--- DATASET ENTRIES ---
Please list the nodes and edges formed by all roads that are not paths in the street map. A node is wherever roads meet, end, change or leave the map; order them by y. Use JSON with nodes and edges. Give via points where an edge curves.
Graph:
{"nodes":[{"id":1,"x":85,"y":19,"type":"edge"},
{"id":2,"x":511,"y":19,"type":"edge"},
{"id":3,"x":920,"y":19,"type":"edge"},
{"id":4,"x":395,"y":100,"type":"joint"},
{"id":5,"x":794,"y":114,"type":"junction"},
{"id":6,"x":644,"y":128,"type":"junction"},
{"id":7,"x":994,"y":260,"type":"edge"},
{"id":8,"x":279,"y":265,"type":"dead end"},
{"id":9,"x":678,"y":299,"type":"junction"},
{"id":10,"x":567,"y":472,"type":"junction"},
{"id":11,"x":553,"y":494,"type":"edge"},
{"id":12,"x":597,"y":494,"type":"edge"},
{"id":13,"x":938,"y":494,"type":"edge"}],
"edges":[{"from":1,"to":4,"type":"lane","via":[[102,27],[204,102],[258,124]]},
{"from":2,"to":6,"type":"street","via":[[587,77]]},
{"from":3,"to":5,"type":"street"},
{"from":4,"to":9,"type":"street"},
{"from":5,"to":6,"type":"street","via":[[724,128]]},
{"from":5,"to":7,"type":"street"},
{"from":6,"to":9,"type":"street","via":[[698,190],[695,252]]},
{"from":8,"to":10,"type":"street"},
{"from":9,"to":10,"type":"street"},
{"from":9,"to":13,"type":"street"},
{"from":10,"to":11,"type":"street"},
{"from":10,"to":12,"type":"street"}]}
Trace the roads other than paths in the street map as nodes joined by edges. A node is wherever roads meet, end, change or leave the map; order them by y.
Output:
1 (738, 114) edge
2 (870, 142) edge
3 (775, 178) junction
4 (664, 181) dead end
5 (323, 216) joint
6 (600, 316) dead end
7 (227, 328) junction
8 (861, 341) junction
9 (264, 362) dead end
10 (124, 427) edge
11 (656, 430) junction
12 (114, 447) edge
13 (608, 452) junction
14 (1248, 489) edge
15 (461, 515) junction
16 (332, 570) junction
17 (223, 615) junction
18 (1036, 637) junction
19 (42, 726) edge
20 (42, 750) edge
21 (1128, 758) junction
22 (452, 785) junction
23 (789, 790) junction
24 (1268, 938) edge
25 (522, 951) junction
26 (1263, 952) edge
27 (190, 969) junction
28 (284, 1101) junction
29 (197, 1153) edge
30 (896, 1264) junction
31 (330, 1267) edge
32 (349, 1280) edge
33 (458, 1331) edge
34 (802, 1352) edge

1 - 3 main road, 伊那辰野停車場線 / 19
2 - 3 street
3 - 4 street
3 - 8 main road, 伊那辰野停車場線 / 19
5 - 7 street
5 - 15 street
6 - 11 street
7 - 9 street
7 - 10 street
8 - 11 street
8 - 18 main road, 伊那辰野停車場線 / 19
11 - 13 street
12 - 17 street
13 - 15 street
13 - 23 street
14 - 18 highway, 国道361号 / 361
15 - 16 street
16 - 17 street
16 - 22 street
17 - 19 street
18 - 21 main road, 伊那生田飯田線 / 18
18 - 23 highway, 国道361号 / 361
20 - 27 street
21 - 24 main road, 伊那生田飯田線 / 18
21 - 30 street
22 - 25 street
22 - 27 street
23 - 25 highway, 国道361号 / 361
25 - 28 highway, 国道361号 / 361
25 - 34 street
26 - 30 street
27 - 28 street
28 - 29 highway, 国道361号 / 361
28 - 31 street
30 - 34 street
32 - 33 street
---
- **TASK BRIEF**: Every record above needs to be given again exactly.

- **RESPONSE AREA**:
Please list the nodes and edges formed by all roads that are not paths in the street map. A node is wherever roads meet, end, change or leave the map; order them by y. Use JSON with nodes and edges. Give via points where an edge curves.
Graph:
{"nodes":[{"id":1,"x":85,"y":19,"type":"edge"},
{"id":2,"x":511,"y":19,"type":"edge"},
{"id":3,"x":920,"y":19,"type":"edge"},
{"id":4,"x":395,"y":100,"type":"joint"},
{"id":5,"x":794,"y":114,"type":"junction"},
{"id":6,"x":644,"y":128,"type":"junction"},
{"id":7,"x":994,"y":260,"type":"edge"},
{"id":8,"x":279,"y":265,"type":"dead end"},
{"id":9,"x":678,"y":299,"type":"junction"},
{"id":10,"x":567,"y":472,"type":"junction"},
{"id":11,"x":553,"y":494,"type":"edge"},
{"id":12,"x":597,"y":494,"type":"edge"},
{"id":13,"x":938,"y":494,"type":"edge"}],
"edges":[{"from":1,"to":4,"type":"lane","via":[[102,27],[204,102],[258,124]]},
{"from":2,"to":6,"type":"street","via":[[587,77]]},
{"from":3,"to":5,"type":"street"},
{"from":4,"to":9,"type":"street"},
{"from":5,"to":6,"type":"street","via":[[724,128]]},
{"from":5,"to":7,"type":"street"},
{"from":6,"to":9,"type":"street","via":[[698,190],[695,252]]},
{"from":8,"to":10,"type":"street"},
{"from":9,"to":10,"type":"street"},
{"from":9,"to":13,"type":"street"},
{"from":10,"to":11,"type":"street"},
{"from":10,"to":12,"type":"street"}]}
Trace the roads other than paths in the street map as nodes joined by edges. A node is wherever roads meet, end, change or leave the map; order them by y.
Output:
1 (738, 114) edge
2 (870, 142) edge
3 (775, 178) junction
4 (664, 181) dead end
5 (323, 216) joint
6 (600, 316) dead end
7 (227, 328) junction
8 (861, 341) junction
9 (264, 362) dead end
10 (124, 427) edge
11 (656, 430) junction
12 (114, 447) edge
13 (608, 452) junction
14 (1248, 489) edge
15 (461, 515) junction
16 (332, 570) junction
17 (223, 615) junction
18 (1036, 637) junction
19 (42, 726) edge
20 (42, 750) edge
21 (1128, 758) junction
22 (452, 785) junction
23 (789, 790) junction
24 (1268, 938) edge
25 (522, 951) junction
26 (1263, 952) edge
27 (190, 969) junction
28 (284, 1101) junction
29 (197, 1153) edge
30 (896, 1264) junction
31 (330, 1267) edge
32 (349, 1280) edge
33 (458, 1331) edge
34 (802, 1352) edge

1 - 3 main road, 伊那辰野停車場線 / 19
2 - 3 street
3 - 4 street
3 - 8 main road, 伊那辰野停車場線 / 19
5 - 7 street
5 - 15 street
6 - 11 street
7 - 9 street
7 - 10 street
8 - 11 street
8 - 18 main road, 伊那辰野停車場線 / 19
11 - 13 street
12 - 17 street
13 - 15 street
13 - 23 street
14 - 18 highway, 国道361号 / 361
15 - 16 street
16 - 17 street
16 - 22 street
17 - 19 street
18 - 21 main road, 伊那生田飯田線 / 18
18 - 23 highway, 国道361号 / 361
20 - 27 street
21 - 24 main road, 伊那生田飯田線 / 18
21 - 30 street
22 - 25 street
22 - 27 street
23 - 25 highway, 国道361号 / 361
25 - 28 highway, 国道361号 / 361
25 - 34 street
26 - 30 street
27 - 28 street
28 - 29 highway, 国道361号 / 361
28 - 31 street
30 - 34 street
32 - 33 street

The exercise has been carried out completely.